> TRY IT
What lines in the listing below hold the string "main"? Please copy them out.

> EXERCISE INPUTS
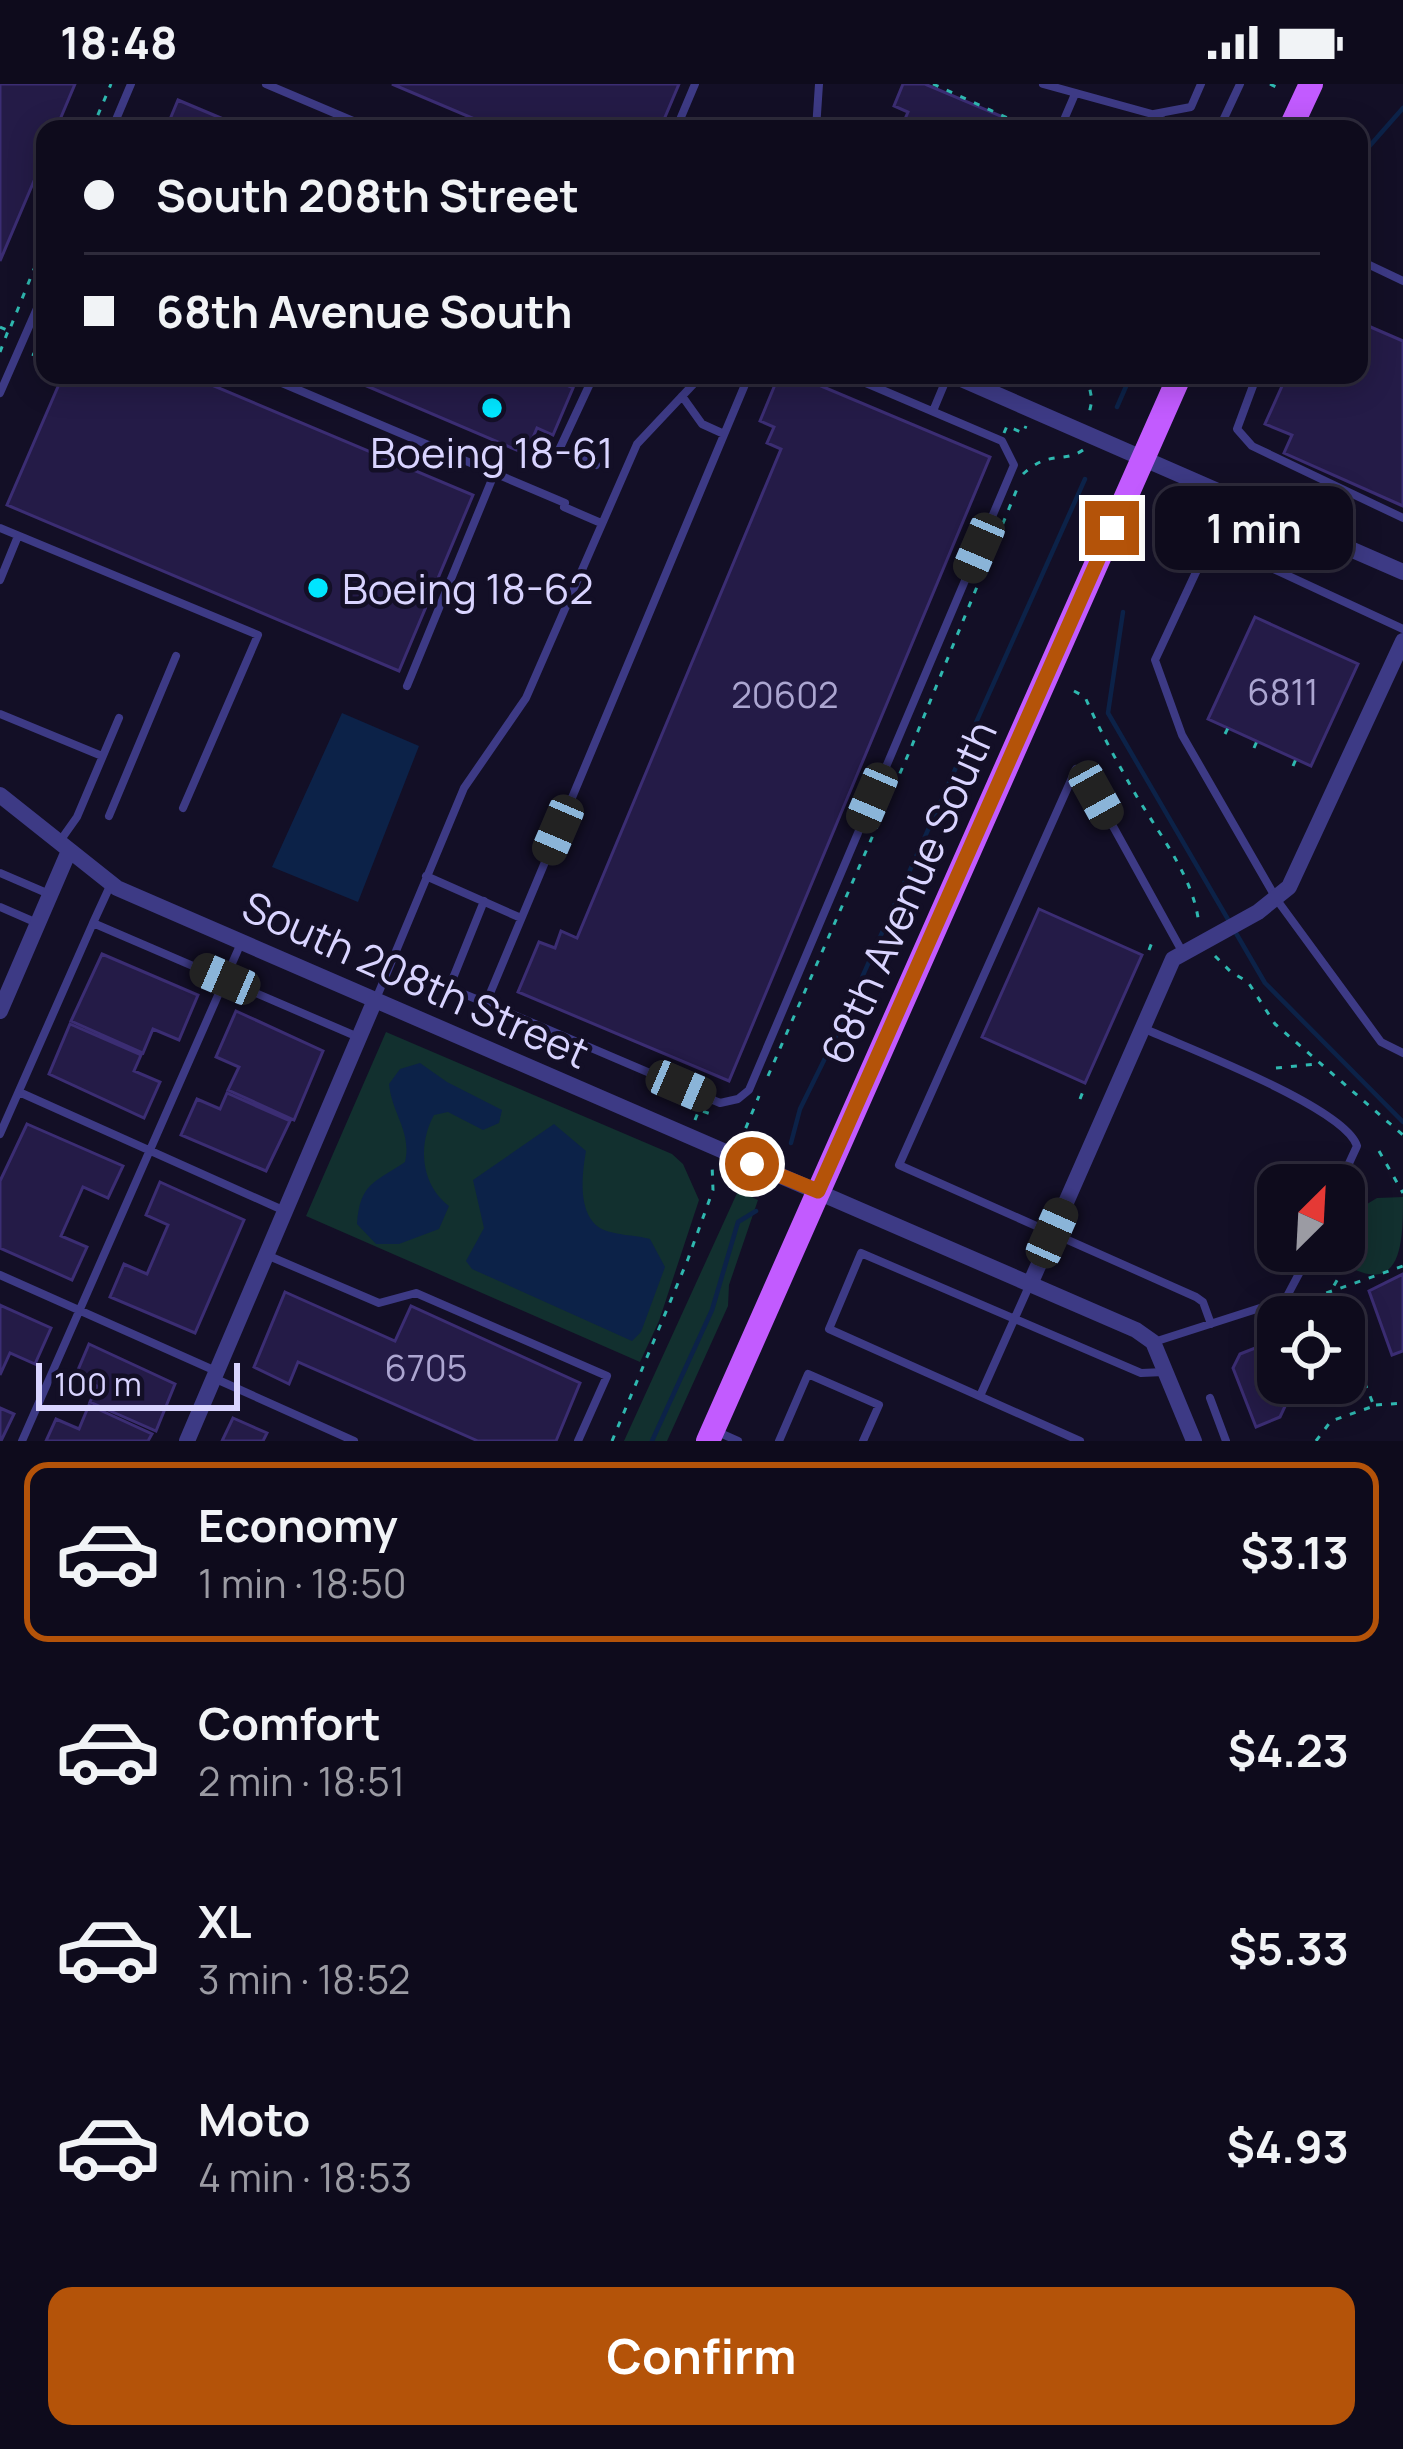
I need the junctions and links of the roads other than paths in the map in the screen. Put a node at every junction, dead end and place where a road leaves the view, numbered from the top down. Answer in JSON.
{"nodes":[{"id":1,"x":130,"y":84,"type":"edge"},
{"id":2,"x":266,"y":84,"type":"edge"},
{"id":3,"x":694,"y":84,"type":"edge"},
{"id":4,"x":819,"y":84,"type":"edge"},
{"id":5,"x":1043,"y":84,"type":"edge"},
{"id":6,"x":1201,"y":84,"type":"edge"},
{"id":7,"x":1240,"y":84,"type":"edge"},
{"id":8,"x":1311,"y":84,"type":"edge"},
{"id":9,"x":1075,"y":94,"type":"junction"},
{"id":10,"x":1152,"y":114,"type":"junction"},
{"id":11,"x":116,"y":120,"type":"edge"},
{"id":12,"x":351,"y":120,"type":"edge"},
{"id":13,"x":680,"y":120,"type":"edge"},
{"id":14,"x":817,"y":120,"type":"edge"},
{"id":15,"x":1064,"y":120,"type":"edge"},
{"id":16,"x":1162,"y":120,"type":"edge"},
{"id":17,"x":1223,"y":120,"type":"edge"},
{"id":18,"x":1294,"y":120,"type":"edge"},
{"id":19,"x":1368,"y":264,"type":"edge"},
{"id":20,"x":1403,"y":281,"type":"edge"},
{"id":21,"x":36,"y":311,"type":"edge"},
{"id":22,"x":285,"y":384,"type":"edge"},
{"id":23,"x":590,"y":384,"type":"edge"},
{"id":24,"x":693,"y":384,"type":"edge"},
{"id":25,"x":745,"y":384,"type":"edge"},
{"id":26,"x":868,"y":384,"type":"edge"},
{"id":27,"x":947,"y":384,"type":"edge"},
{"id":28,"x":973,"y":384,"type":"edge"},
{"id":29,"x":1176,"y":384,"type":"edge"},
{"id":30,"x":1254,"y":384,"type":"edge"},
{"id":31,"x":0,"y":393,"type":"edge"},
{"id":32,"x":682,"y":396,"type":"junction"},
{"id":33,"x":933,"y":411,"type":"junction"},
{"id":34,"x":724,"y":434,"type":"junction"},
{"id":35,"x":1143,"y":456,"type":"junction"},
{"id":36,"x":596,"y":465,"type":"dead end"},
{"id":37,"x":495,"y":472,"type":"junction"},
{"id":38,"x":1403,"y":518,"type":"edge"},
{"id":39,"x":601,"y":524,"type":"junction"},
{"id":40,"x":0,"y":528,"type":"edge"},
{"id":41,"x":18,"y":536,"type":"junction"},
{"id":42,"x":1403,"y":572,"type":"edge"},
{"id":43,"x":0,"y":580,"type":"edge"},
{"id":44,"x":1403,"y":629,"type":"edge"},
{"id":45,"x":1403,"y":641,"type":"edge"},
{"id":46,"x":176,"y":656,"type":"dead end"},
{"id":47,"x":407,"y":686,"type":"dead end"},
{"id":48,"x":0,"y":714,"type":"edge"},
{"id":49,"x":118,"y":718,"type":"dead end"},
{"id":50,"x":103,"y":756,"type":"junction"},
{"id":51,"x":0,"y":794,"type":"edge"},
{"id":52,"x":183,"y":808,"type":"dead end"},
{"id":53,"x":109,"y":816,"type":"dead end"},
{"id":54,"x":64,"y":847,"type":"junction"},
{"id":55,"x":0,"y":873,"type":"edge"},
{"id":56,"x":426,"y":876,"type":"junction"},
{"id":57,"x":111,"y":884,"type":"junction"},
{"id":58,"x":50,"y":894,"type":"junction"},
{"id":59,"x":1277,"y":900,"type":"junction"},
{"id":60,"x":484,"y":902,"type":"junction"},
{"id":61,"x":0,"y":907,"type":"edge"},
{"id":62,"x":521,"y":917,"type":"junction"},
{"id":63,"x":38,"y":923,"type":"junction"},
{"id":64,"x":93,"y":923,"type":"junction"},
{"id":65,"x":241,"y":942,"type":"junction"},
{"id":66,"x":1178,"y":956,"type":"junction"},
{"id":67,"x":225,"y":979,"type":"junction"},
{"id":68,"x":375,"y":1000,"type":"junction"},
{"id":69,"x":486,"y":1003,"type":"junction"},
{"id":70,"x":0,"y":1011,"type":"edge"},
{"id":71,"x":1143,"y":1028,"type":"junction"},
{"id":72,"x":360,"y":1038,"type":"junction"},
{"id":73,"x":1403,"y":1053,"type":"edge"},
{"id":74,"x":19,"y":1092,"type":"junction"},
{"id":75,"x":0,"y":1134,"type":"edge"},
{"id":76,"x":150,"y":1150,"type":"junction"},
{"id":77,"x":1349,"y":1164,"type":"edge"},
{"id":78,"x":818,"y":1191,"type":"junction"},
{"id":79,"x":286,"y":1212,"type":"junction"},
{"id":80,"x":1052,"y":1233,"type":"junction"},
{"id":81,"x":268,"y":1255,"type":"junction"},
{"id":82,"x":1300,"y":1272,"type":"edge"},
{"id":83,"x":0,"y":1275,"type":"edge"},
{"id":84,"x":1030,"y":1282,"type":"junction"},
{"id":85,"x":79,"y":1310,"type":"junction"},
{"id":86,"x":1015,"y":1319,"type":"junction"},
{"id":87,"x":1211,"y":1324,"type":"junction"},
{"id":88,"x":1153,"y":1342,"type":"junction"},
{"id":89,"x":1166,"y":1372,"type":"junction"},
{"id":90,"x":216,"y":1375,"type":"junction"},
{"id":91,"x":980,"y":1396,"type":"junction"},
{"id":92,"x":1210,"y":1398,"type":"dead end"},
{"id":93,"x":710,"y":1435,"type":"edge"},
{"id":94,"x":1187,"y":1438,"type":"edge"},
{"id":95,"x":22,"y":1441,"type":"edge"},
{"id":96,"x":187,"y":1441,"type":"edge"},
{"id":97,"x":354,"y":1441,"type":"edge"},
{"id":98,"x":578,"y":1441,"type":"edge"},
{"id":99,"x":738,"y":1441,"type":"edge"},
{"id":100,"x":779,"y":1441,"type":"edge"},
{"id":101,"x":863,"y":1441,"type":"edge"},
{"id":102,"x":1080,"y":1441,"type":"edge"},
{"id":103,"x":1226,"y":1441,"type":"edge"}],
"edges":[{"from":1,"to":11,"type":"lane"},
{"from":2,"to":12,"type":"lane"},
{"from":3,"to":13,"type":"lane"},
{"from":4,"to":14,"type":"lane"},
{"from":5,"to":9,"type":"lane"},
{"from":6,"to":10,"type":"lane"},
{"from":7,"to":17,"type":"lane"},
{"from":8,"to":18,"type":"main road"},
{"from":9,"to":10,"type":"lane"},
{"from":9,"to":15,"type":"lane"},
{"from":10,"to":16,"type":"lane"},
{"from":19,"to":20,"type":"lane"},
{"from":21,"to":31,"type":"lane"},
{"from":22,"to":37,"type":"lane"},
{"from":23,"to":36,"type":"lane"},
{"from":24,"to":32,"type":"lane"},
{"from":25,"to":34,"type":"lane"},
{"from":26,"to":33,"type":"lane"},
{"from":27,"to":33,"type":"lane"},
{"from":28,"to":35,"type":"street"},
{"from":29,"to":35,"type":"main road","name":"68th Avenue South"},
{"from":30,"to":38,"type":"lane"},
{"from":32,"to":34,"type":"lane"},
{"from":32,"to":39,"type":"lane"},
{"from":33,"to":69,"type":"lane"},
{"from":34,"to":62,"type":"lane"},
{"from":35,"to":42,"type":"street"},
{"from":35,"to":78,"type":"main road","name":"68th Avenue South"},
{"from":37,"to":39,"type":"lane"},
{"from":37,"to":47,"type":"lane"},
{"from":39,"to":56,"type":"lane"},
{"from":40,"to":41,"type":"lane"},
{"from":41,"to":43,"type":"lane"},
{"from":41,"to":52,"type":"lane"},
{"from":44,"to":59,"type":"lane"},
{"from":45,"to":59,"type":"street"},
{"from":46,"to":53,"type":"lane"},
{"from":48,"to":50,"type":"lane"},
{"from":49,"to":50,"type":"lane"},
{"from":50,"to":54,"type":"lane"},
{"from":51,"to":54,"type":"street","name":"South 208th Street"},
{"from":54,"to":57,"type":"street","name":"South 208th Street"},
{"from":54,"to":58,"type":"street"},
{"from":55,"to":58,"type":"lane"},
{"from":56,"to":60,"type":"lane"},
{"from":56,"to":68,"type":"lane"},
{"from":57,"to":64,"type":"lane"},
{"from":57,"to":65,"type":"street","name":"South 208th Street"},
{"from":58,"to":63,"type":"street"},
{"from":59,"to":66,"type":"street"},
{"from":59,"to":73,"type":"lane"},
{"from":60,"to":62,"type":"lane"},
{"from":60,"to":69,"type":"lane"},
{"from":61,"to":63,"type":"lane"},
{"from":62,"to":69,"type":"lane"},
{"from":63,"to":70,"type":"street"},
{"from":64,"to":67,"type":"lane"},
{"from":64,"to":74,"type":"lane"},
{"from":65,"to":67,"type":"lane"},
{"from":65,"to":68,"type":"street","name":"South 208th Street"},
{"from":66,"to":71,"type":"street"},
{"from":66,"to":80,"type":"lane"},
{"from":67,"to":72,"type":"lane"},
{"from":67,"to":76,"type":"lane"},
{"from":68,"to":72,"type":"street"},
{"from":68,"to":78,"type":"street","name":"South 208th Street"},
{"from":71,"to":77,"type":"lane"},
{"from":71,"to":80,"type":"street"},
{"from":72,"to":79,"type":"street"},
{"from":74,"to":75,"type":"lane"},
{"from":74,"to":76,"type":"lane"},
{"from":76,"to":79,"type":"lane"},
{"from":76,"to":85,"type":"lane"},
{"from":78,"to":84,"type":"street","name":"South 208th Street"},
{"from":78,"to":93,"type":"main road","name":"68th Avenue South"},
{"from":79,"to":81,"type":"street"},
{"from":80,"to":84,"type":"street"},
{"from":80,"to":87,"type":"lane"},
{"from":81,"to":90,"type":"street"},
{"from":81,"to":98,"type":"lane"},
{"from":82,"to":87,"type":"lane"},
{"from":83,"to":85,"type":"lane"},
{"from":84,"to":86,"type":"lane"},
{"from":84,"to":88,"type":"street","name":"South 208th Street"},
{"from":85,"to":90,"type":"lane"},
{"from":85,"to":95,"type":"lane"},
{"from":86,"to":89,"type":"lane"},
{"from":86,"to":91,"type":"lane"},
{"from":86,"to":91,"type":"lane"},
{"from":87,"to":88,"type":"lane"},
{"from":88,"to":89,"type":"street"},
{"from":89,"to":94,"type":"street"},
{"from":90,"to":96,"type":"street"},
{"from":90,"to":97,"type":"lane"},
{"from":91,"to":102,"type":"lane"},
{"from":92,"to":103,"type":"lane"},
{"from":93,"to":99,"type":"lane"},
{"from":100,"to":101,"type":"lane"}]}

> SOLUTION TO THIS TASK
{"from":8,"to":18,"type":"main road"},
{"from":29,"to":35,"type":"main road","name":"68th Avenue South"},
{"from":35,"to":78,"type":"main road","name":"68th Avenue South"},
{"from":78,"to":93,"type":"main road","name":"68th Avenue South"},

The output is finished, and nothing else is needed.